Produce a faithful copy of every record below, without the pictures.

Available records:
▬▬▬▬▬▬▬▬▬▬

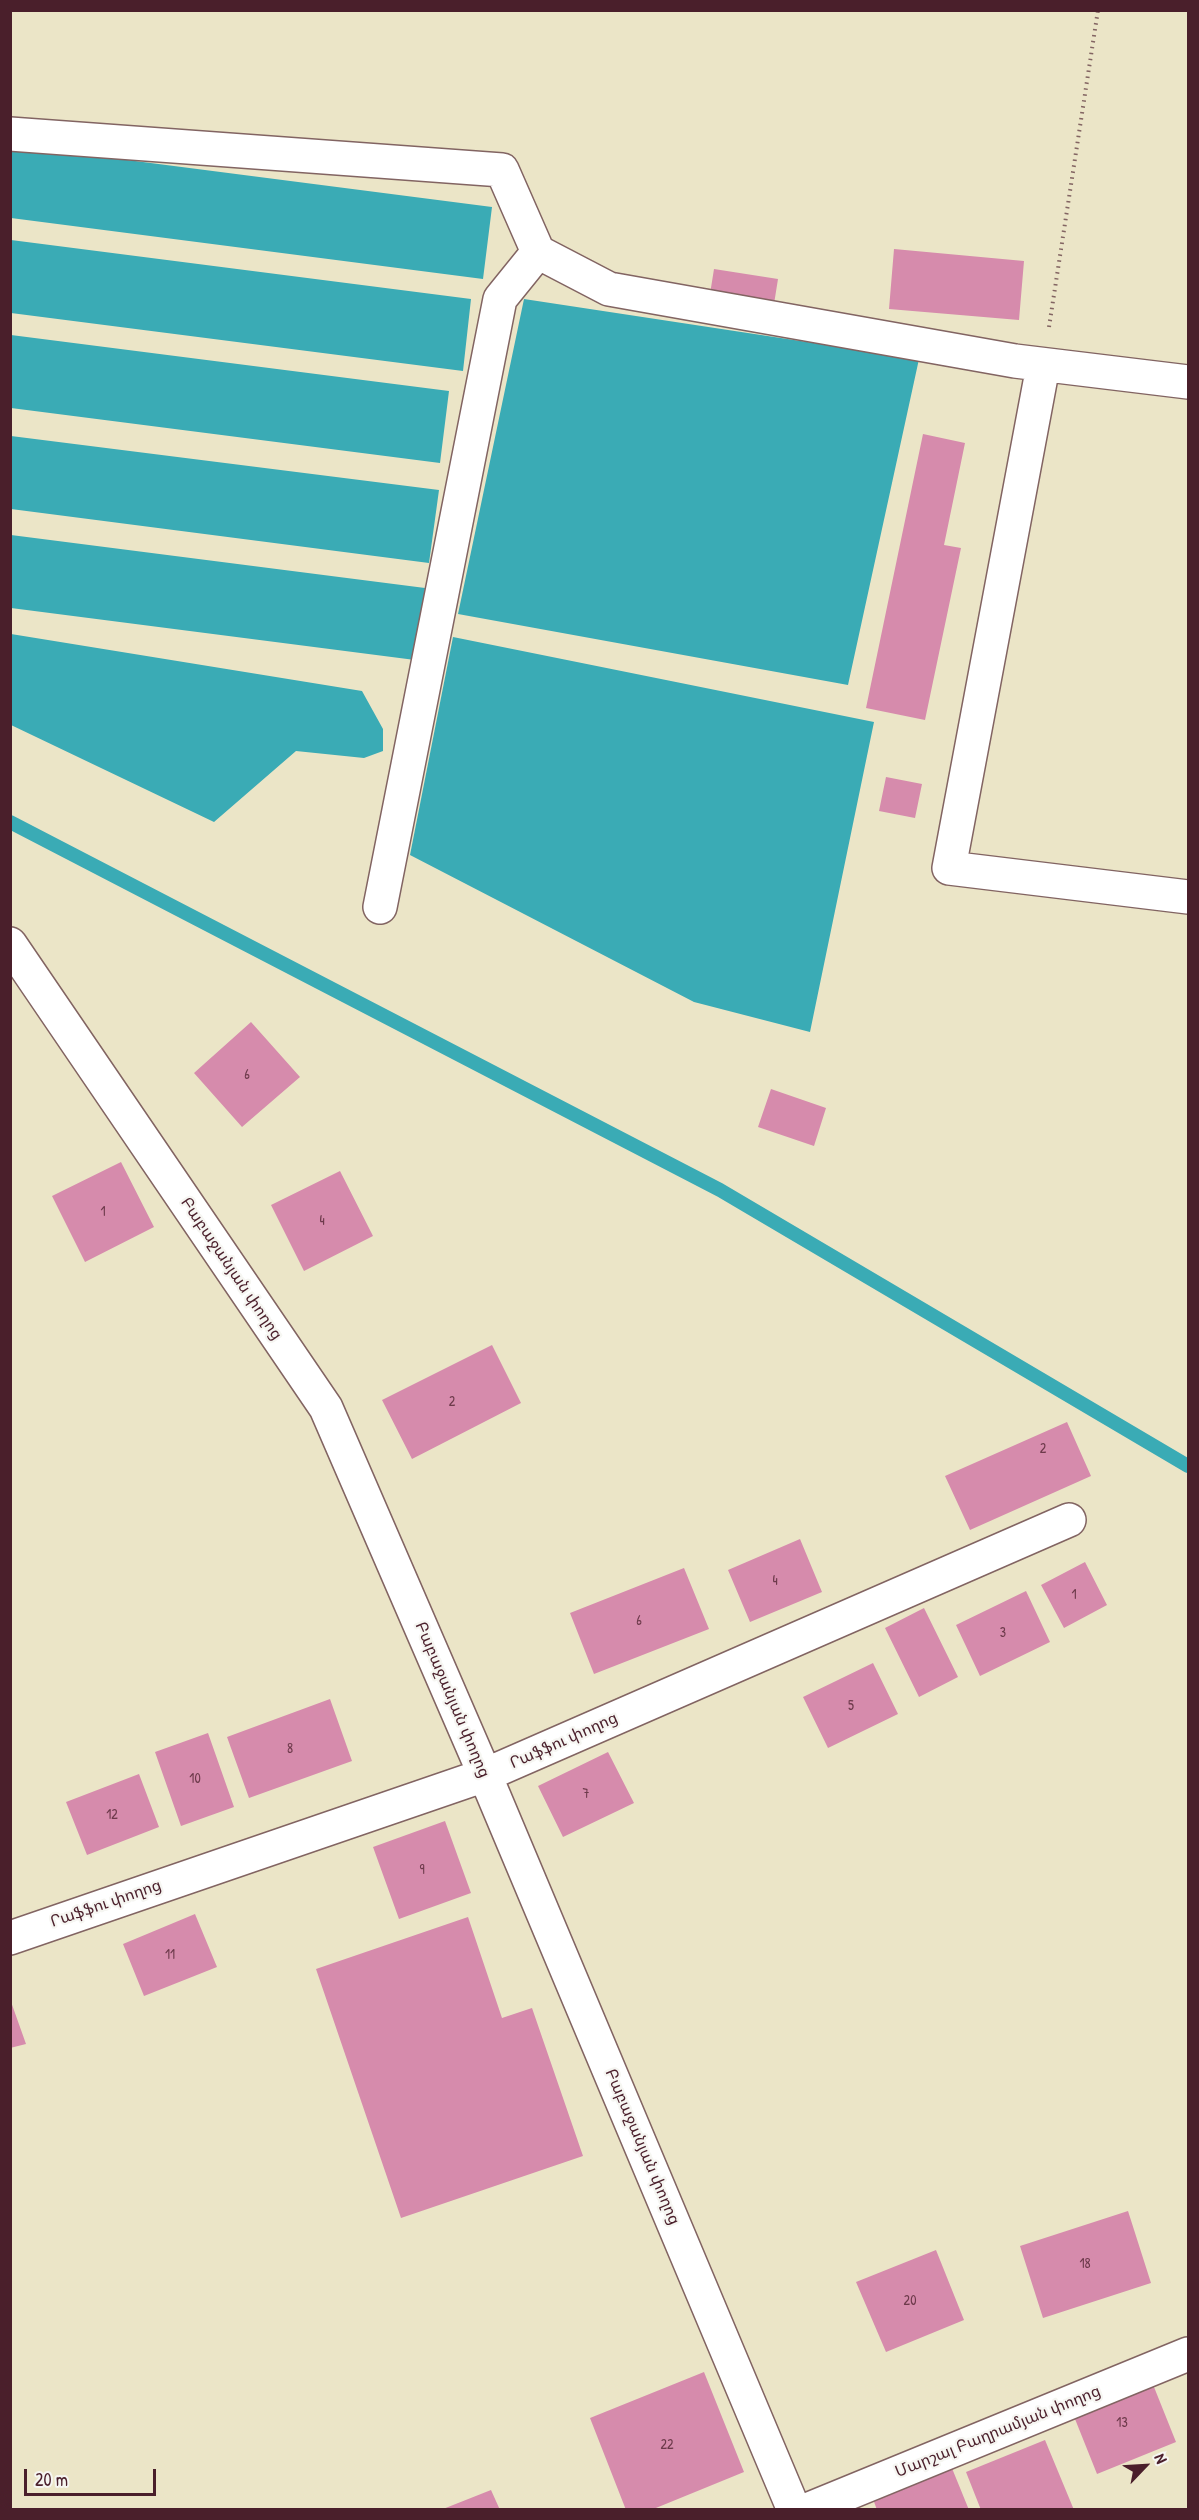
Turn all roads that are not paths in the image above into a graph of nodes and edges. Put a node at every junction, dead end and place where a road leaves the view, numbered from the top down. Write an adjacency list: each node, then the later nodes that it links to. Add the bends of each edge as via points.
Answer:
1 (10, 134): 2 (street, via 502,170)
2 (538, 252): 3 (street, via 609,289); 6 (street, via 500,299)
3 (1043, 366): 4 (street); 5 (street, via 949,868)
4 (1188, 382)
5 (1188, 897)
6 (380, 907)
7 (10, 944): 9 (street, Բաբաջանյան փողոց, via 326,1408)
8 (1069, 1520): 9 (street, Րաֆֆու փողոց)
9 (485, 1775): 10 (street, Րաֆֆու փողոց); 12 (street, Բաբաջանյան փողոց)
10 (10, 1938)
11 (1188, 2355): 13 (street, Մարշալ Բաղրամյան փողոց)
12 (794, 2510)
13 (807, 2510)

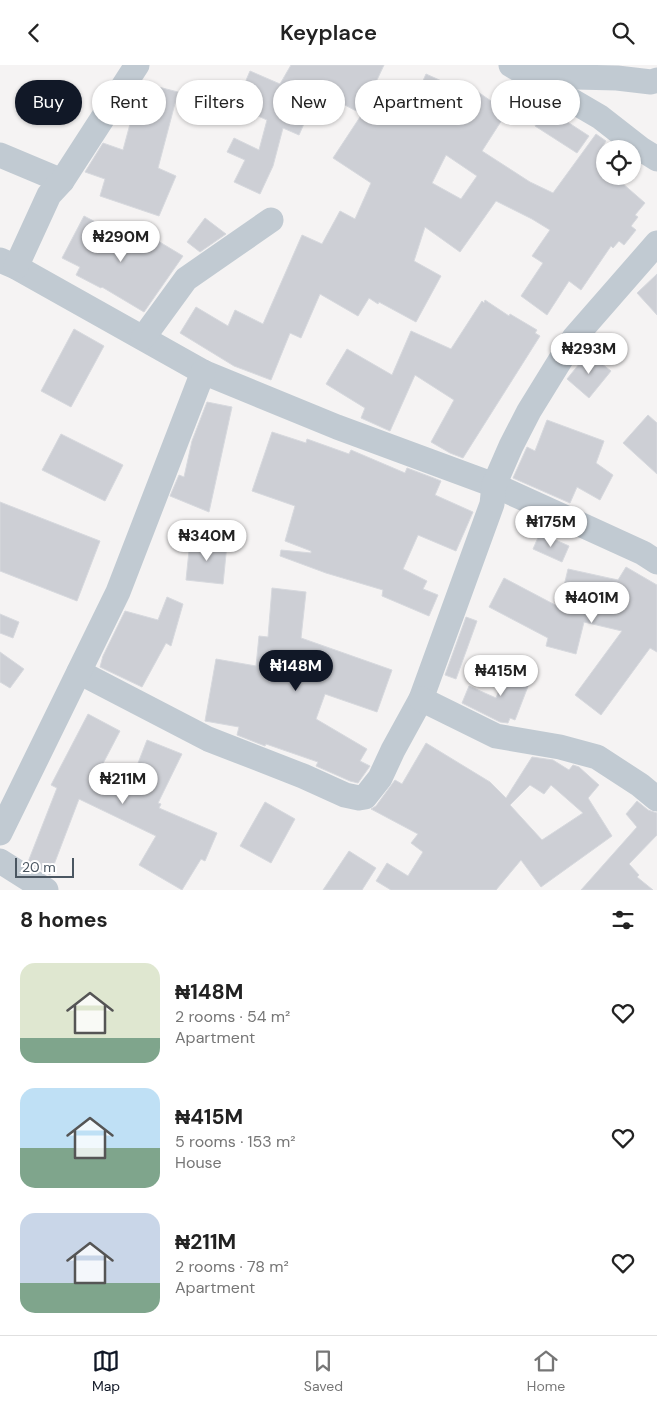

▬▬▬▬▬▬▬▬▬▬

Your response:
Turn all roads that are not paths in the image above into a graph of nodes and edges. Put a node at every junction, dead end and place where a road leaves the view, numbered from the top down. Write an adjacency list: each node, then the later nodes that it links to. Add the bends of each edge as via points.
Answer:
1 (10, 134): 2 (street, via 502,170)
2 (538, 252): 3 (street, via 609,289); 6 (street, via 500,299)
3 (1043, 366): 4 (street); 5 (street, via 949,868)
4 (1188, 382)
5 (1188, 897)
6 (380, 907)
7 (10, 944): 9 (street, Բաբաջանյան փողոց, via 326,1408)
8 (1069, 1520): 9 (street, Րաֆֆու փողոց)
9 (485, 1775): 10 (street, Րաֆֆու փողոց); 12 (street, Բաբաջանյան փողոց)
10 (10, 1938)
11 (1188, 2355): 13 (street, Մարշալ Բաղրամյան փողոց)
12 (794, 2510)
13 (807, 2510)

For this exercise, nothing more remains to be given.